7. Enable "Erase Data" after 10 failed passcode attempts

Found in Settings > Face ID & Passcode.

After ten wrong PIN attempts, the phone wipes itself. Yes, there's a small risk a determined toddler ruins your day, but the trade-off is worth it. It makes brute-forcing your passcode pointless. Also refer to Hint 11 about backing up your data to prevent accidental loss of data.

8. Enable Attention Aware Features

Tucked away in Face ID settings, this requires you to be looking at the phone for Face ID to work. Without it, someone can hold the phone up to your face while you're distracted.

9. Remove your Express Transit card

Express Transit lets you tap through the Tube without unlocking your phone.

Brilliantly convenient and just as convenient for a thief, who can use it for contactless transport and, depending on your card, contactless retail without ever needing your PIN.

Even worse is a well-publicised hack which could give a thief the ability to steal all your money without even unlocking your phone: Veritasium: I Stole $10,000 From A Locked iPhone

Just turn it off, that is our advice.

10. Enable Find My iPhone

Find My is the difference between "my phone is gone" and "my phone is gone but I can wipe it remotely from a friend's laptop in five minutes."

Make sure it's on, make sure Find My network is enabled (so the phone is locatable even when offline), and make sure Send Last Location is on.

Practice the remote-wipe flow once when you're not panicking. Knowing how to do it under stress is half the battle.

11. Back up your data to iCloud

If the worst happens and you do have to wipe the phone remotely, an up-to-date iCloud backup is what gets you back on your feet within an hour rather than a week.

Turn on iCloud Backup, check it's actually running (Settings > [your name] > iCloud > iCloud Backup > last successful backup date), and pay the few pounds a month for enough storage to cover everything that matters.

12. Bonus tip: use Shortcuts to auto-lock the phone on suspicious activity

Here's one that not many people know about.

Your phone will auto-lock after a few minutes of inactivity — but thieves know this, and they'll make sure the screen stays awake while they work. You can close that gap by using the Shortcuts app to force the phone to lock the moment a thief tries the two things they'll almost always try first.

Think about what a thief does with an unlocked phone. One, they put it into Airplane Mode to cut off the signal and block a remote wipe from Find My. Two, they open Settings to start taking over your Apple ID. Both of those actions are fingerprints of the attack in progress.

In the Shortcuts app, under Automation, set up two Personal Automations that both trigger the "Lock Screen" action:

• When Airplane Mode is turned on > Lock Screen.

• When the Settings app is opened > Lock Screen.

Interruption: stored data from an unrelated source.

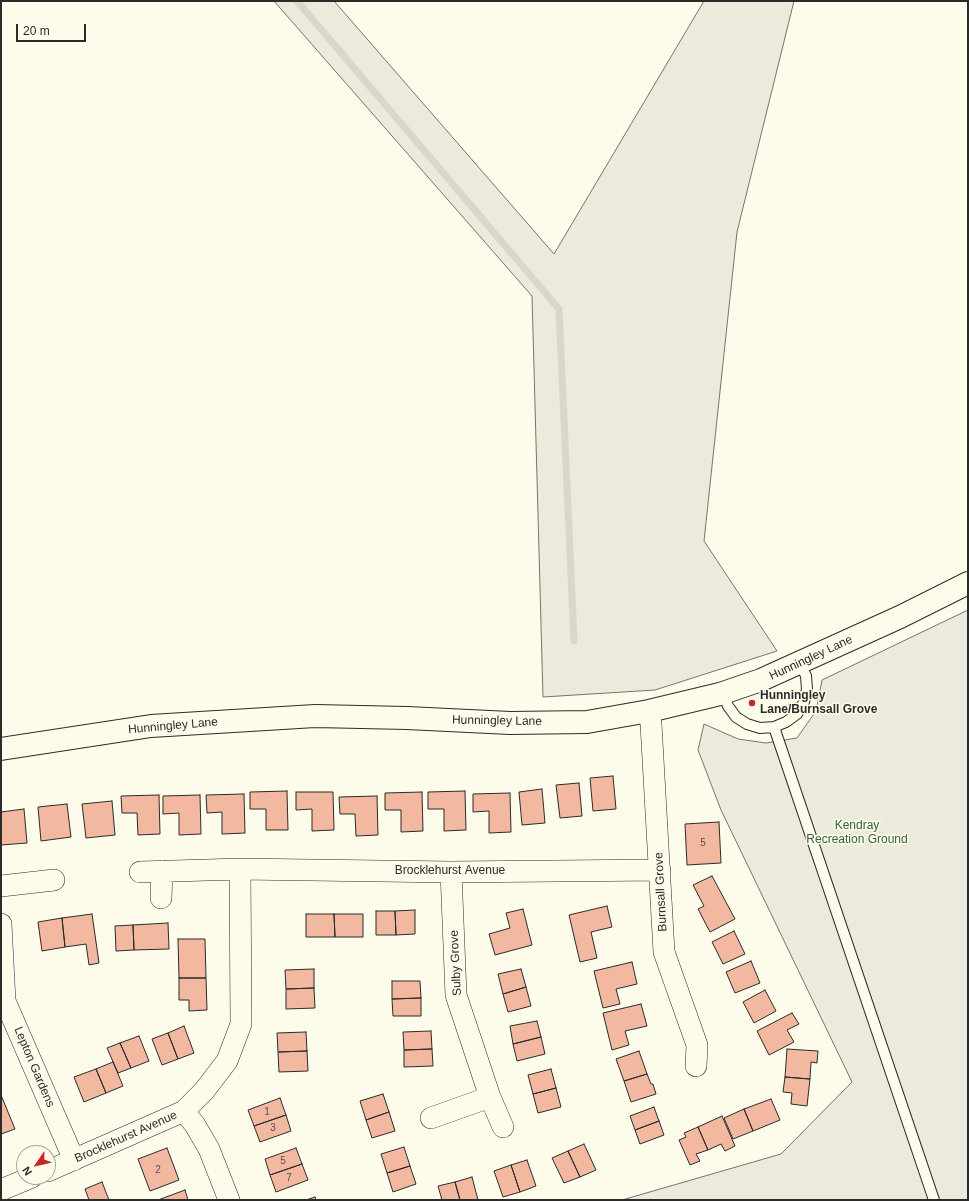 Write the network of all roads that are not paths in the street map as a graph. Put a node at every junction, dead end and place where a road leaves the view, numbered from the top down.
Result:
1 (968, 583) edge
2 (800, 663) junction
3 (723, 694) junction
4 (650, 711) junction
5 (774, 727) junction
6 (1, 749) edge
7 (240, 869) junction
8 (660, 870) junction
9 (162, 871) junction
10 (140, 872) dead end
11 (451, 872) junction
12 (54, 880) dead end
13 (1, 886) edge
14 (161, 898) dead end
15 (1, 924) edge
16 (696, 1066) dead end
17 (490, 1097) junction
18 (184, 1111) junction
19 (431, 1118) dead end
20 (503, 1127) dead end
21 (74, 1160) junction
22 (56, 1168) edge
23 (16, 1184) edge
24 (1, 1190) edge
25 (229, 1200) edge
26 (934, 1200) edge

1 - 2 main road, Hunningley Lane
2 - 3 main road, Hunningley Lane
2 - 5 lane
3 - 4 main road, Hunningley Lane
3 - 5 lane
4 - 6 main road, Hunningley Lane
4 - 8 street, Burnsall Grove
5 - 26 lane
7 - 9 street, Brocklehurst Avenue
7 - 11 street, Brocklehurst Avenue
7 - 18 street, Brocklehurst Avenue
8 - 11 street, Brocklehurst Avenue
8 - 16 street, Burnsall Grove
9 - 10 street, Brocklehurst Avenue
9 - 14 street
11 - 17 street, Sulby Grove
12 - 13 street
15 - 21 street, Lepton Gardens
17 - 19 street
17 - 20 street, Sulby Grove
18 - 21 street, Brocklehurst Avenue
18 - 25 street
21 - 22 street, Brocklehurst Avenue
23 - 24 street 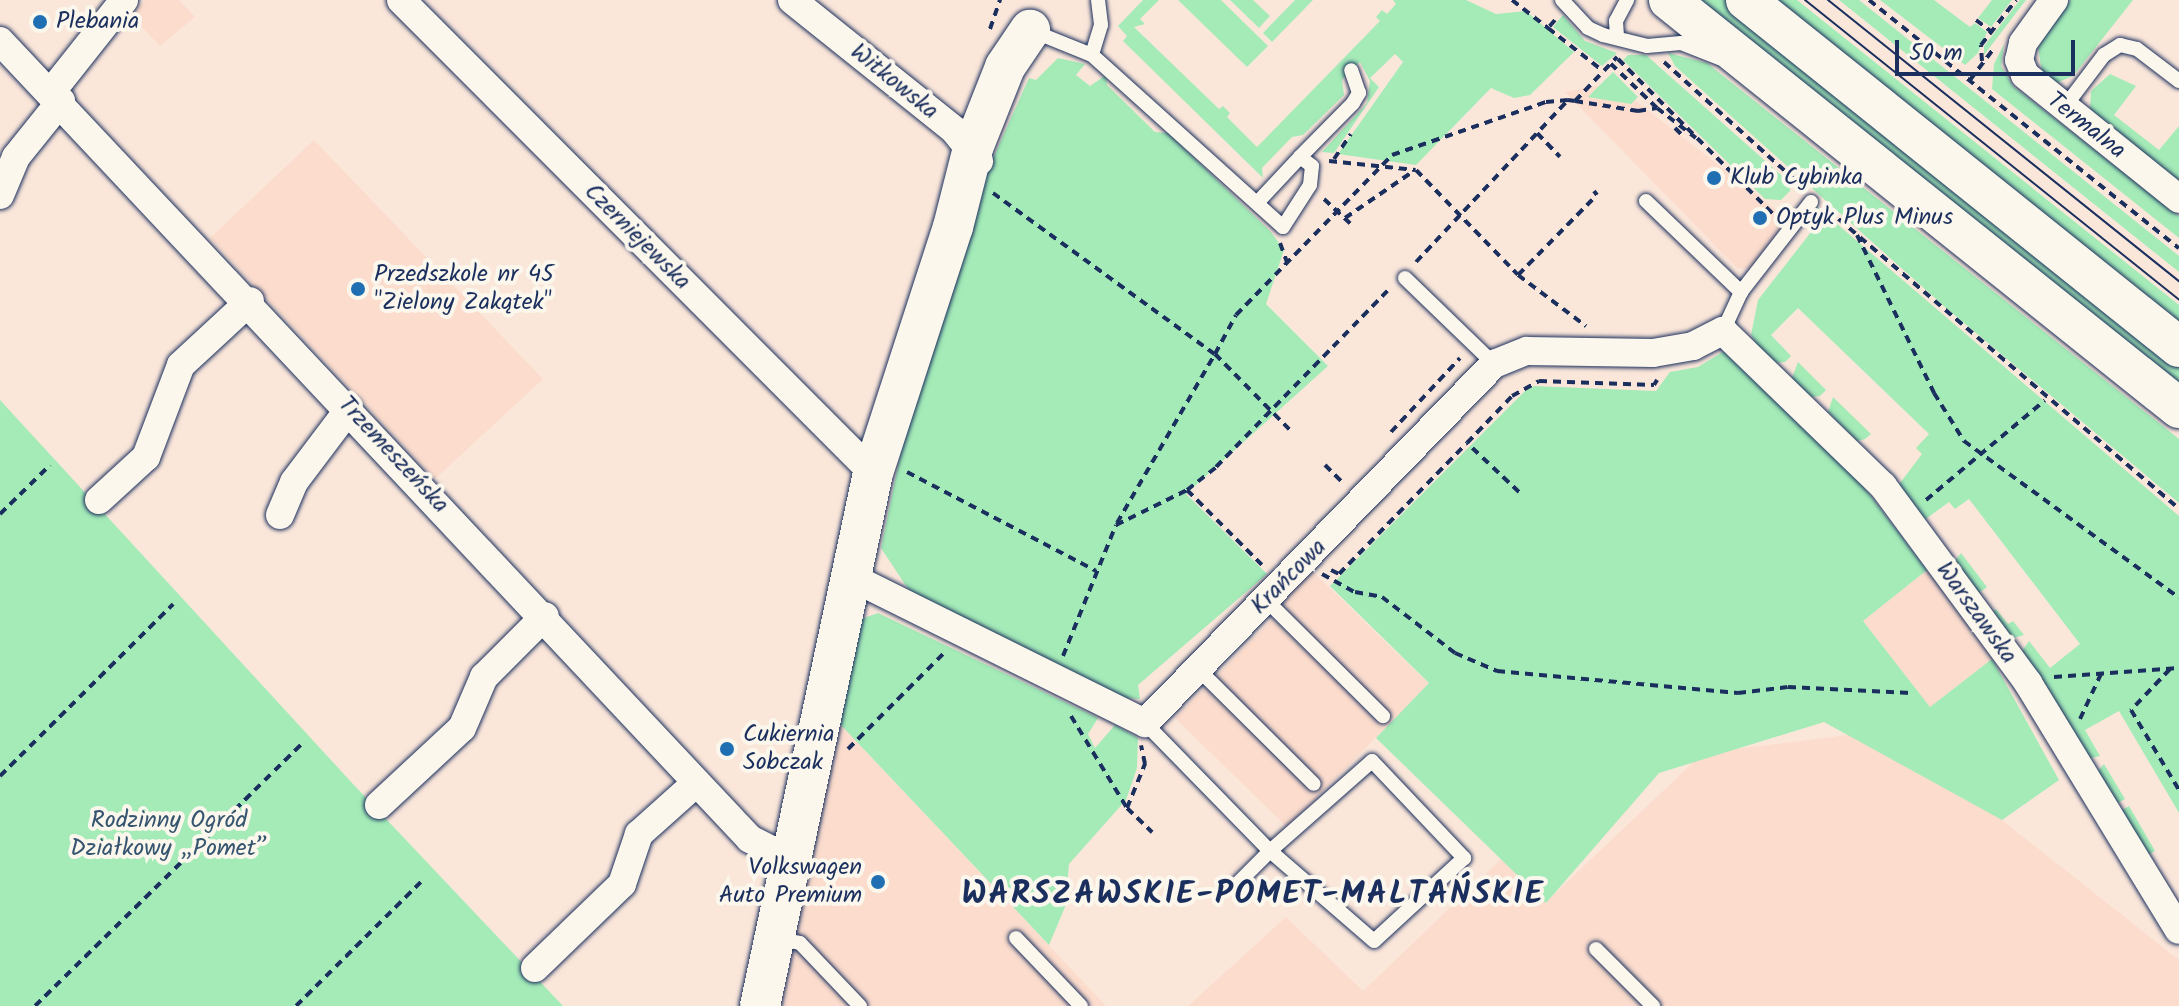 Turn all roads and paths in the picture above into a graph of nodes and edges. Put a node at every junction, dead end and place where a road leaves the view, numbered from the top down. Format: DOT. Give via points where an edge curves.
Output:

Yes, it's a minor nuisance. You'll need to unlock with Face ID every time you pop into Settings. In practice that's a second or two. The upside: if someone grabs your phone while it's unlocked, the first thing they do to take it over is now the thing that locks them out.

Notes and disclaimers

We've stuck to iPhones. We don't manage Android devices day-to-day, so we'd rather not give advice we can't stand behind.

This guide reduces your risk, it doesn't eliminate it. No set of settings can guarantee your phone or its contents will be safe if it's stolen, and you should treat the steps below as sensible precautions rather than a cast-iron defence.